Lutfen kusûra bakmayınız! (Maksad sâhibi olan, deli gibidir) demişlerdir.
Size arz etmek istediğim en mühim şey şudur ki, din adamları içinde, mevkı,
maâş arzûsunda olmıyan, yalnız islâmiyyetin yayılması ve yalnız islâmiyyetin
kuvvetlenmesi için uğraşan, hemen hemen yok gibi olmuşdur. Mevkı almak,
sandalye kapmak arzûsu araya karışınca, din adamlarından herbiri, ayrı
yol tutup, kendi üstünlüğünü göstermek ister. Birbirinin sözlerini beğenmez
olurlar. Bu sûretle gözünüze girmeğe çalışırlar. Maalesef din işi ikinci
derecede kalır. Geçen senelerde müslimânların başına çöken her belâ din
adamı geçinen kimseler tarafından geldi. Müslimânlar, şimdi de, böyle
belâdan korkmakdayız. Dînin ilerlemesi nerede? Yine yıkılmasından endişe
duyuyoruz. Allahü teâlâ müslimânları bu sahte din adamlarının şerrinden
korusun! Dînini seven bir âlim bulup, seçmeniz yetişir ve büyük bir nimet
olur. Çünki, âhıreti düşünen âlimin sözleri, yazıları, aklı, vicdânı olan
herkesi yola getirir. Kalblere tesîr eder. Fekat, şimdi böyle bir âlim
nerede? Bunu bulamazsanız, diğerleri içinden, zararı en az olanı bulmağa
çalışınız. (Bir şeyin hepsi ele geçmezse, hepsini de elden kaçırmamalıdır),
sözü meşhûrdur. Ne yazacağımı şaşırıyorum. İnsanların seâdeti, âlimlerin
elinde olduğu gibi, insanları felâkete, Cehenneme sürükliyenler de, din
adamı şeklinde görünen, din düşmanlarıdır. Din adamlarının iyisi, insanların
en iyisidir.

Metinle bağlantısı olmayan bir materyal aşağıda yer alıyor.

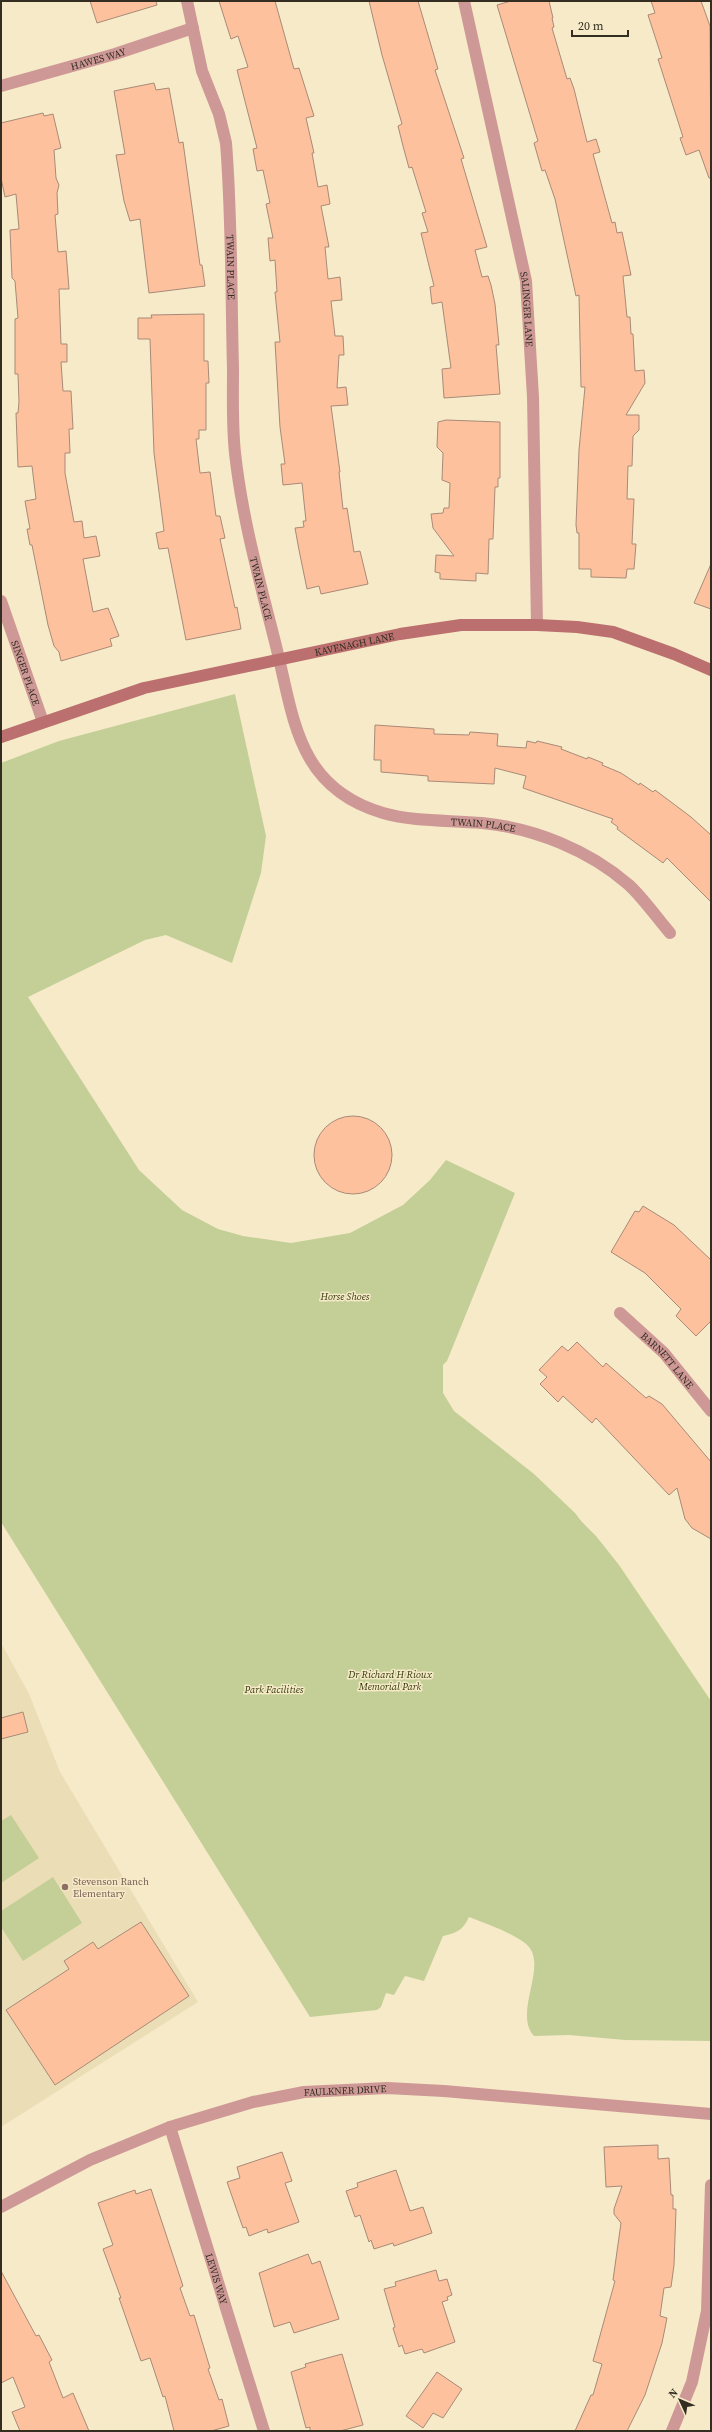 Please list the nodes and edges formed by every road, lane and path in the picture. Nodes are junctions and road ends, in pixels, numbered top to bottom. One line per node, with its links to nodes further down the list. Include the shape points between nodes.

Dîni dünyâ isteklerine âlet eden, herkesin îmânını bozan din
adamı da, dünyânın en kötüsüdür. İnsanların seâdeti ve felâketi, doğru
yola gelmesi ve yoldan çıkmaları din adamlarının elindedir.
Büyüklerden
biri, şeytânı boş oturuyor görüp, sebebini sormuş. Şeytân demiş ki: (Bu
zemânın din adamları, bizim işimizi görüyor. İnsanları yoldan çıkarmak
için, bize iş bırakmıyorlar).
Fârisî beyt tercemesi:
Din adamı görünüp, dünyâ toplıyan kimse,
kendi sapıtmış yolu, gayra nasıl göstere?
Bunun için, çok düşünerek hareket ediniz! Fırsat elden çıkınca, bir dahâ gelmez. Size fikr vermeğe utanmam lâzım idi. Fekat, bu mektûbumu, kıyâmetde kurtulmağa sened bilerek yazdım. Vesselâm.